## Your task
Only lines holding the word "text" are wanted from the records; copy all of them.

## Records for this exercise
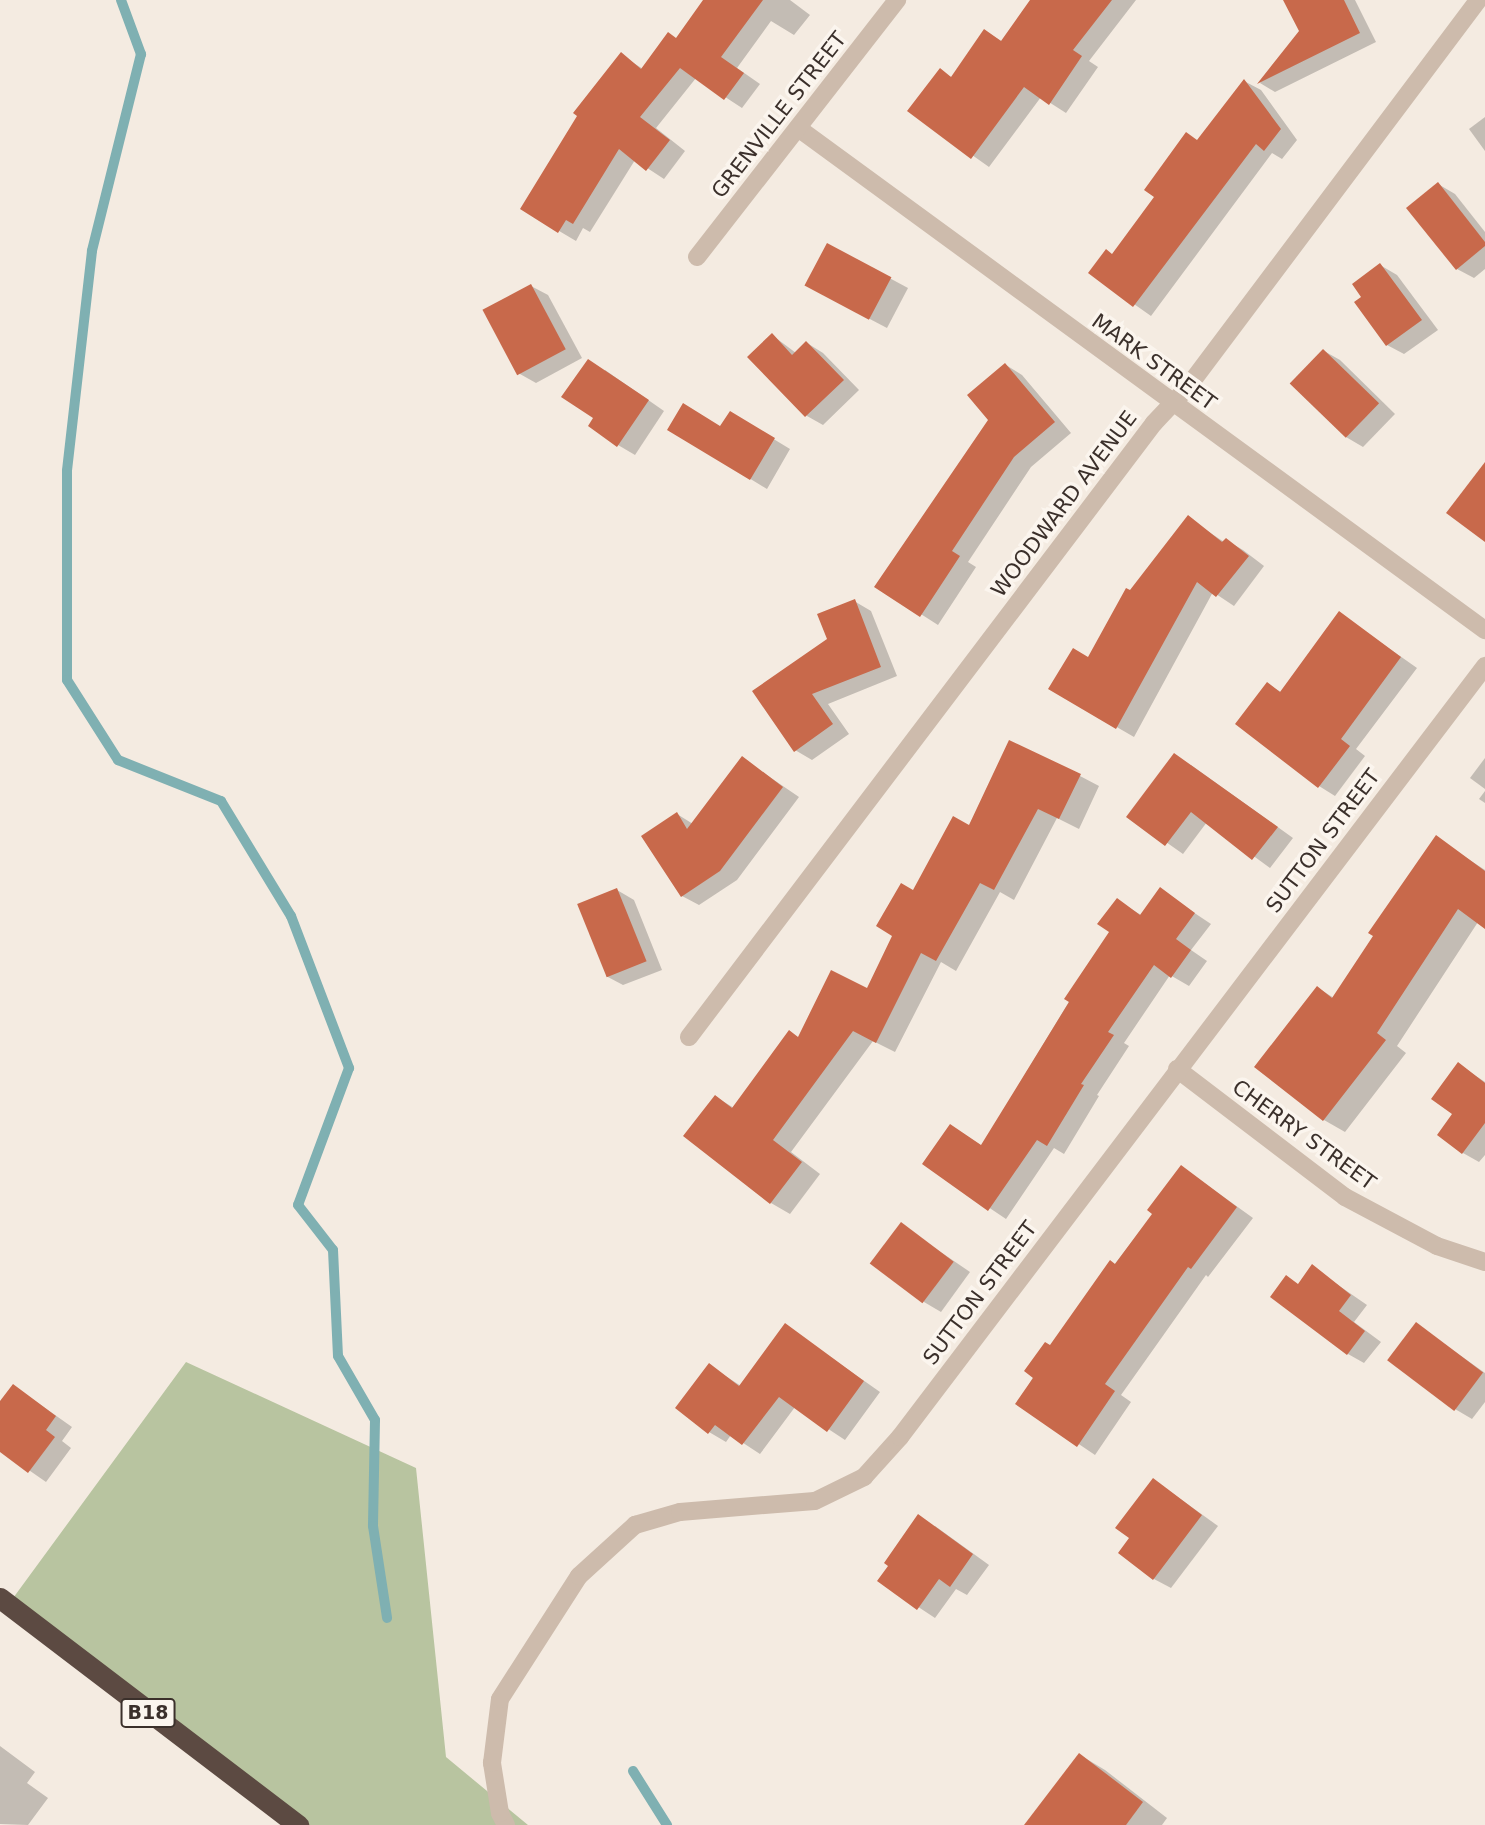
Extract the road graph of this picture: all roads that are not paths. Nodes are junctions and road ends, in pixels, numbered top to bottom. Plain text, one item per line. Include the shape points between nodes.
---
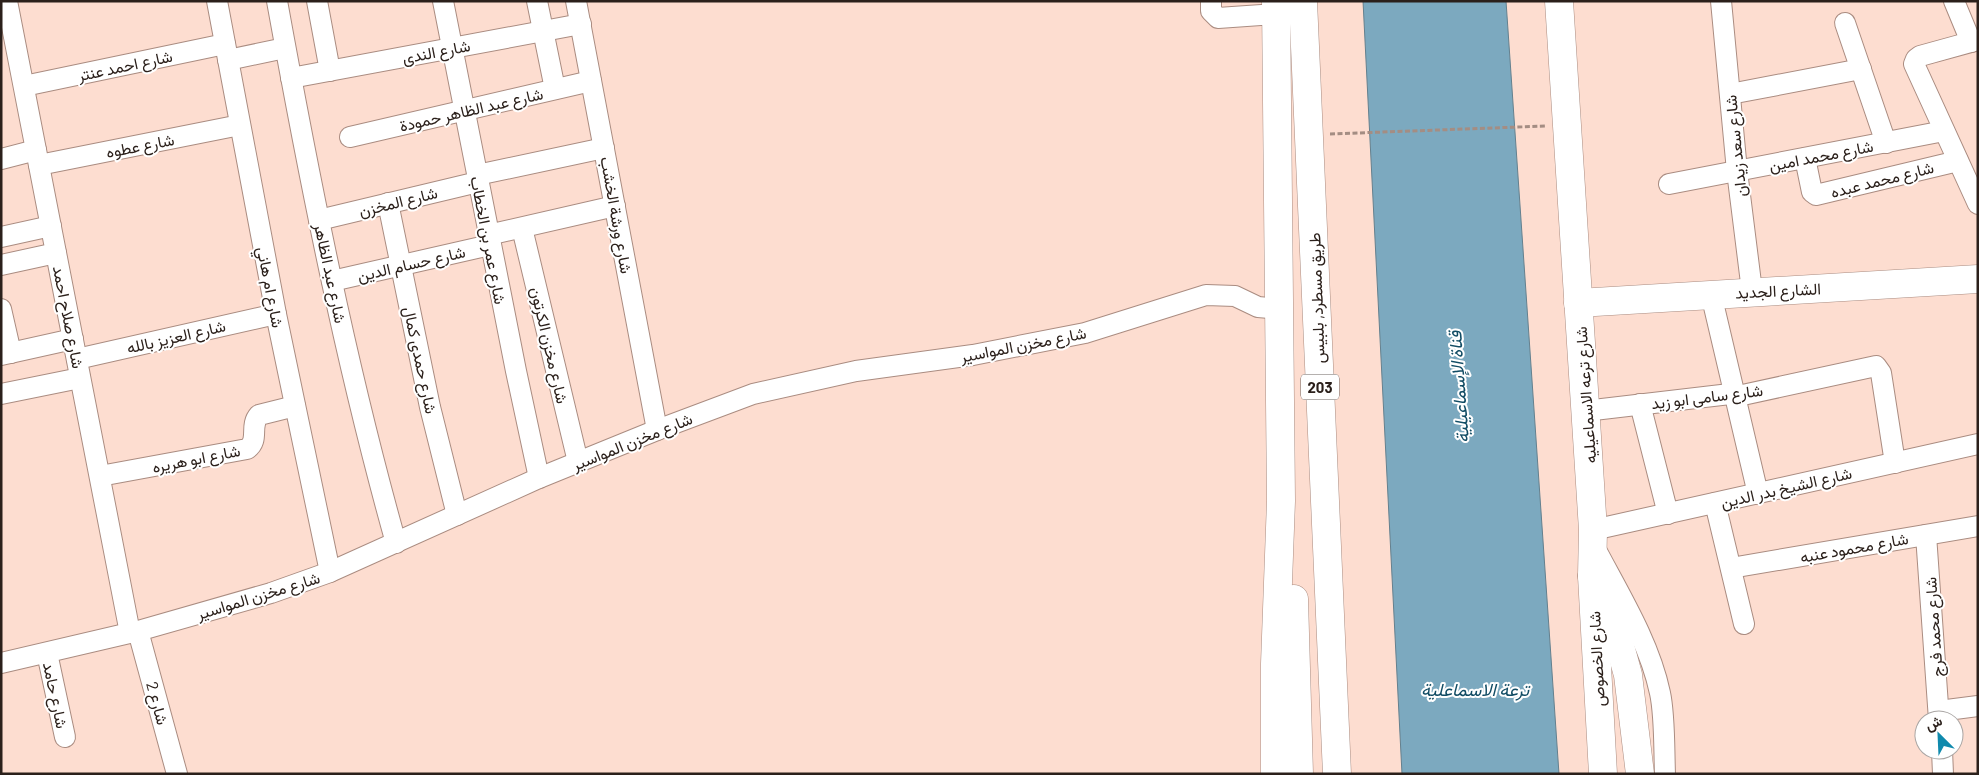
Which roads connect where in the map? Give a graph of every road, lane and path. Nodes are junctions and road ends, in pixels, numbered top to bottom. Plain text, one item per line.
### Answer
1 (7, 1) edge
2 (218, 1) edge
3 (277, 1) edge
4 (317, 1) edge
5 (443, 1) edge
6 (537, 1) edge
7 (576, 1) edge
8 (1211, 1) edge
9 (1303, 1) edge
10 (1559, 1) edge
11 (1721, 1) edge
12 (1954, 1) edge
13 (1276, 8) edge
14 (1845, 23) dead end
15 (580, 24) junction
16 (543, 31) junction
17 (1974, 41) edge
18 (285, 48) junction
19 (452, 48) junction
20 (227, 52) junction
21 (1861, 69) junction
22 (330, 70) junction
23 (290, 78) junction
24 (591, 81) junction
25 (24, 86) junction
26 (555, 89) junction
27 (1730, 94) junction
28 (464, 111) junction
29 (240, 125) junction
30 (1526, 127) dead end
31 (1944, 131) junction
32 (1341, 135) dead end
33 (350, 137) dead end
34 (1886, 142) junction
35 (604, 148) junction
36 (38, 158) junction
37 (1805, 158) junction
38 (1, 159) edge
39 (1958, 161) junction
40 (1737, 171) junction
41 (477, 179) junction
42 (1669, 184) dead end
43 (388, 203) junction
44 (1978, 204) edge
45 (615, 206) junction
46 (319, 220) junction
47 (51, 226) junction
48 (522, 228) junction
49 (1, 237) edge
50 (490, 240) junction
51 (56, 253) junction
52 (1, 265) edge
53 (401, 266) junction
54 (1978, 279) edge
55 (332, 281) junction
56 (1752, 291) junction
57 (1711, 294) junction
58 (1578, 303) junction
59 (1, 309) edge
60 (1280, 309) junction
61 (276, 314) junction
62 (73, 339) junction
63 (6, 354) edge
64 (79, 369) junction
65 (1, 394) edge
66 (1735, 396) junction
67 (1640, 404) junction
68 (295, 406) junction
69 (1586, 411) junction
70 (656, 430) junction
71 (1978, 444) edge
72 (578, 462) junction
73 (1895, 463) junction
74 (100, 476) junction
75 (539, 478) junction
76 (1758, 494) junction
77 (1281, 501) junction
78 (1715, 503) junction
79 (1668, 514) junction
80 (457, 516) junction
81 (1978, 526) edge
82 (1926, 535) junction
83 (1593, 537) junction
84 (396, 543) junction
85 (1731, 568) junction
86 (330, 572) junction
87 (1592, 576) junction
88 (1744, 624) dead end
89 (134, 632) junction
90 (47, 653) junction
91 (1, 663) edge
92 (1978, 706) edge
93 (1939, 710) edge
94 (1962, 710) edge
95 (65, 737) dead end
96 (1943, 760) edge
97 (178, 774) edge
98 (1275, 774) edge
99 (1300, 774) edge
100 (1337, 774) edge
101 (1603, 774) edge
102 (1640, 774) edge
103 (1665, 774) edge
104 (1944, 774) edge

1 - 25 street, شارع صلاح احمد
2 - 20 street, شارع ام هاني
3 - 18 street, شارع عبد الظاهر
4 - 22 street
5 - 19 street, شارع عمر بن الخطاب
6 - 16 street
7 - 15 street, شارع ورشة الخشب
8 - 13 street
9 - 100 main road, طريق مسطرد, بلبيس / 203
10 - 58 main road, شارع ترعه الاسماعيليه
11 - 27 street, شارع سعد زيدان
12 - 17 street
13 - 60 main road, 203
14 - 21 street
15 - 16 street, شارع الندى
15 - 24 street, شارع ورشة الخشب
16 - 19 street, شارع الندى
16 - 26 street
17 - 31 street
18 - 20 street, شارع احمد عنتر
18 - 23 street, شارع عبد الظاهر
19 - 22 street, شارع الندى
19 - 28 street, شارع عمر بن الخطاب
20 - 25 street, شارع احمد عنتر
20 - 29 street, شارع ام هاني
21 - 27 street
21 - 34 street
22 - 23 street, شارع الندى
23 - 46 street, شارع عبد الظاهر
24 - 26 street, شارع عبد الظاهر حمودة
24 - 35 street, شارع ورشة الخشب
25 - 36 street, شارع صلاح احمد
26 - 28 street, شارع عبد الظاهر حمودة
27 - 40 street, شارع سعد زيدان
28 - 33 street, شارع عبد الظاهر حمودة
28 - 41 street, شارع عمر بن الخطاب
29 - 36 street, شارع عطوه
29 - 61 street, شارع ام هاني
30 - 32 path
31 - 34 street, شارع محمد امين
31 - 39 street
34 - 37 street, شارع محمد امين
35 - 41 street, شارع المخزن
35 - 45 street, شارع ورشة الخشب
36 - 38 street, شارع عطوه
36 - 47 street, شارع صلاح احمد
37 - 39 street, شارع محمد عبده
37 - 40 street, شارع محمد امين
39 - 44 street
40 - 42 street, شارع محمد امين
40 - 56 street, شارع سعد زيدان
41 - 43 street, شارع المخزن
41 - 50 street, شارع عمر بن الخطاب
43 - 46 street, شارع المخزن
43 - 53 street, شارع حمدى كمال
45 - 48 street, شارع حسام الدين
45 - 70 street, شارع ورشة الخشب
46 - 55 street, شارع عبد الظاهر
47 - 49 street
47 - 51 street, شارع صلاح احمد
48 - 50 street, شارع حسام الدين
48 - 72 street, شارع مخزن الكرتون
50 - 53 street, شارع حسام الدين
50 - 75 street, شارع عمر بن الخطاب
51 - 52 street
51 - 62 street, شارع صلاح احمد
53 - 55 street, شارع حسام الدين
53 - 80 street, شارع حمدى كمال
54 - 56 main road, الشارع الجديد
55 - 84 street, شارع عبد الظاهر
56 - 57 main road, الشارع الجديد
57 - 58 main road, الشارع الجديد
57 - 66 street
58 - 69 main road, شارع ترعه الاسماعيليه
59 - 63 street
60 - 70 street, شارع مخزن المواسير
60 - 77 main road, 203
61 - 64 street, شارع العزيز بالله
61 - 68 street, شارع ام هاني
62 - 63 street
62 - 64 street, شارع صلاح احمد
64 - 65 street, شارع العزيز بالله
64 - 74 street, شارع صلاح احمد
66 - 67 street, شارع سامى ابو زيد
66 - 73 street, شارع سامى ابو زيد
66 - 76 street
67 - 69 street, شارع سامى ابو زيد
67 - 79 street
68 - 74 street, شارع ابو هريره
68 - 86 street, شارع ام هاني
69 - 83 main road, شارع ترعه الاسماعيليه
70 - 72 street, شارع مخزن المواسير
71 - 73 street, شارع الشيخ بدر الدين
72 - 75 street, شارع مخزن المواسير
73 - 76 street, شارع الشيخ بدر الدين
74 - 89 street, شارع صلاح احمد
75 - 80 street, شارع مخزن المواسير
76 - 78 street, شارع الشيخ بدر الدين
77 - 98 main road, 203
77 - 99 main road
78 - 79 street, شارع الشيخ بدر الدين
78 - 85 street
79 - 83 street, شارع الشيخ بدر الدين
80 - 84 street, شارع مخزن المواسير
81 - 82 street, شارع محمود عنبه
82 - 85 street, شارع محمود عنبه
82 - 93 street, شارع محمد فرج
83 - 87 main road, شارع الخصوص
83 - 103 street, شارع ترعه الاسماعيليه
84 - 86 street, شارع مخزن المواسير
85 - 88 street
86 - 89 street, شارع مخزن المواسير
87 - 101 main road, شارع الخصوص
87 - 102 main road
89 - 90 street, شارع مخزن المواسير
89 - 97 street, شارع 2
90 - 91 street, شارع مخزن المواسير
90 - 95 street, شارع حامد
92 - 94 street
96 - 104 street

## Written solution
Extract the road graph of this picture: all roads that are not paths. Nodes are junctions and road ends, in pixels, numbered top to bottom. Plain text, one item per line. Include the shape points between nodes.
Which roads connect where in the map? Give a graph of every road, lane and path. Nodes are junctions and road ends, in pixels, numbered top to bottom. Plain text, one item per line.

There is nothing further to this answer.